Total capital (to risk-weighted assets)

     16.69     8.00     12.00

Tier 1 (core) capital (to risk-weighted assets)

     15.43        4.00        8.00   

Tier 1 (core) capital (to adjusted total assets)

     11.27        4.00        8.00   

December 31, 2011

      

Total capital (to risk-weighted assets)

     14.73     8.00     12.00

Tier 1 (core) capital (to risk-weighted assets)

     13.47        4.00        8.00   

Tier 1 (core) capital (to adjusted total assets)

     10.50        4.00        8.00   

 

ITEM 3. QUANTITATIVE AND QUALITATIVE DISCLOSURES ABOUT MARKET RISK

Qualitative Analysis. We believe that our most significant form of market risk is interest rate risk. Interest rate risk results from timing differences in the maturity or repricing of our assets, liabilities and off balance sheet contracts (i.e., forward loan commitments), the effect of loan prepayments and deposit withdrawals, the difference in the behavior of lending and funding rates arising from the use of different indices and “yield curve risk” arising from changing rate relationships across the spectrum of maturities for constant or variable credit risk investments. In addition to directly affecting net interest income, changes in market interest rates can also affect the amount of new loan originations, the ability of borrowers to repay variable rate loans, the volume of loan prepayments and refinancings, the carrying value of investment securities classified as available-for-sale and the flow and mix of deposits.

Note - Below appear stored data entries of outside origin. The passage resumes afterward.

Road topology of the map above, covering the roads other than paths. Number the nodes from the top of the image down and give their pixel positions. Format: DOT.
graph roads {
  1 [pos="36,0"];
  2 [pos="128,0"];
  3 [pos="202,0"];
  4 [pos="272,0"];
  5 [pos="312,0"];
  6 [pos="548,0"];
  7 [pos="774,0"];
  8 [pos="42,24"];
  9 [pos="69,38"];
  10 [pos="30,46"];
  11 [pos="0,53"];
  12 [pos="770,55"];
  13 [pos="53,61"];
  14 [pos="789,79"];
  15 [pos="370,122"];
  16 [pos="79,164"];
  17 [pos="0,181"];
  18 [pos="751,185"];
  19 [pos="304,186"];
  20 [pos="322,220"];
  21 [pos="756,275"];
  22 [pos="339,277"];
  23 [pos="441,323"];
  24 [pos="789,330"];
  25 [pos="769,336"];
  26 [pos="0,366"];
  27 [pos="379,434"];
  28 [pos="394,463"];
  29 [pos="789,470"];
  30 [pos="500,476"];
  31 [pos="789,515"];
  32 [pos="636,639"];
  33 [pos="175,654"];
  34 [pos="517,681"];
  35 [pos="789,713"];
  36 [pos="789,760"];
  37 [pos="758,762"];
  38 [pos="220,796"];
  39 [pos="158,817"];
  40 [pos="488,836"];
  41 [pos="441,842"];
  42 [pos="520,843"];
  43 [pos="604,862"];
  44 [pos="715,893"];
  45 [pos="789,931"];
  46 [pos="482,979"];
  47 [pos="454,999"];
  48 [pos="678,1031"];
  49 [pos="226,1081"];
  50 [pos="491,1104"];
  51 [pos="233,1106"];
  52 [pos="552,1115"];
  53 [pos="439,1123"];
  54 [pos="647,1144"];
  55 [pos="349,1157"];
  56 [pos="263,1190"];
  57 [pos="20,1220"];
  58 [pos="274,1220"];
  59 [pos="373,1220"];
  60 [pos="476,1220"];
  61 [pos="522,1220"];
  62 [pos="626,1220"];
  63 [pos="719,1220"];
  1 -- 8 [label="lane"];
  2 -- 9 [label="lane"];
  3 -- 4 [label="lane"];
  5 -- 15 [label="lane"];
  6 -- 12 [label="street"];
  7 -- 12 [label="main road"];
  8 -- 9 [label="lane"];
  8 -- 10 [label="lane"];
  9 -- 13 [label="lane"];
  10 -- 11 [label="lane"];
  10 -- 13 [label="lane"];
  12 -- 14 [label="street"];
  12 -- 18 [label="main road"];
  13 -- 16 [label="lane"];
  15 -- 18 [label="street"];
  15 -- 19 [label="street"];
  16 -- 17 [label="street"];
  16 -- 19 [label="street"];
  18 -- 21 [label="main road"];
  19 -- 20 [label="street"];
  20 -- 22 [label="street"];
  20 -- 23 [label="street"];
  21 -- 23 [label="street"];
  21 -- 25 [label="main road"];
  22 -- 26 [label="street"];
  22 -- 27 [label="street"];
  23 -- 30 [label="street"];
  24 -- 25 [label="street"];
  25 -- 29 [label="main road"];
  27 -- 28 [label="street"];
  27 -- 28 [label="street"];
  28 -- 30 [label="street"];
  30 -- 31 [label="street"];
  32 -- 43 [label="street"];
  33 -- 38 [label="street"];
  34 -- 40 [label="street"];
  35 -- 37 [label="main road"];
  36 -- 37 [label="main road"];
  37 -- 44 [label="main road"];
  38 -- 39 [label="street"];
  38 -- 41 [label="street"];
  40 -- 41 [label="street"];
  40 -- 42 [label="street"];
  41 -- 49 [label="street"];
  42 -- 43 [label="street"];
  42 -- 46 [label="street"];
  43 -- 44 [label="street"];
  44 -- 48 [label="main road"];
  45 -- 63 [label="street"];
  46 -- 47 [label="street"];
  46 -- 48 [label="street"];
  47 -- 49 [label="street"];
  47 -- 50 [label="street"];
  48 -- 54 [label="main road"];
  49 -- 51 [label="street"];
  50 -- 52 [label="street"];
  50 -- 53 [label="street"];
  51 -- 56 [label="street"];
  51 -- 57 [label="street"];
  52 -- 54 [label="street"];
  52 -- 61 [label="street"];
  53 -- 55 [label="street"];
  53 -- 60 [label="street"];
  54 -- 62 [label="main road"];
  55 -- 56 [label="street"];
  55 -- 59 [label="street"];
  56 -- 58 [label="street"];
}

The general objective of our interest rate risk management is to determine the appropriate level of risk given our business strategy and then manage that risk in a manner that is consistent with our policy to reduce, to the extent possible, the exposure of our net interest income to changes in market interest rates. Our Asset/Liability Management Committee (“ALCO”), which consists of certain members of senior management, evaluates the interest rate risk inherent in certain assets and liabilities, our operating environment and capital and liquidity requirements, and modifies our lending, investing and deposit gathering strategies accordingly. The Board of Directors’ Asset/Liability Management Committee then reviews the ALCO’s activities and strategies, the effect of those strategies on our net interest margin, and the effect that changes in market interest rates would have on the economic value of our loan and securities portfolios as well as the intrinsic value of our deposits and borrowings, and reports to the full Board of Directors.

We actively evaluate interest rate risk in connection with our lending, investing and deposit activities. In an effort to better manage interest-rate risk, we have de-emphasized the origination of residential mortgage loans for our loan portfolio, and have increased our emphasis on the origination of nonresidential real estate loans, multi-family mortgage loans, commercial loans and commercial leases. In addition, depending on market interest rates and our capital and liquidity position, we generally sell all or a portion of our longer-term, fixed-rate residential loans, usually on a servicing-retained basis. Further, we primarily invest in shorter-duration securities, which generally have lower yields compared to longer-term investments. Shortening the average maturity of our interest-earning assets by increasing our investments in shorter-term loans and securities, as well as loans with variable rates of interest, helps to better match the maturities and interest rates of our assets and liabilities, thereby reducing the exposure of our net interest income to changes in market interest rates. Finally, we have classified all of our investment portfolio securities as available-for-sale so as to provide flexibility in liquidity management.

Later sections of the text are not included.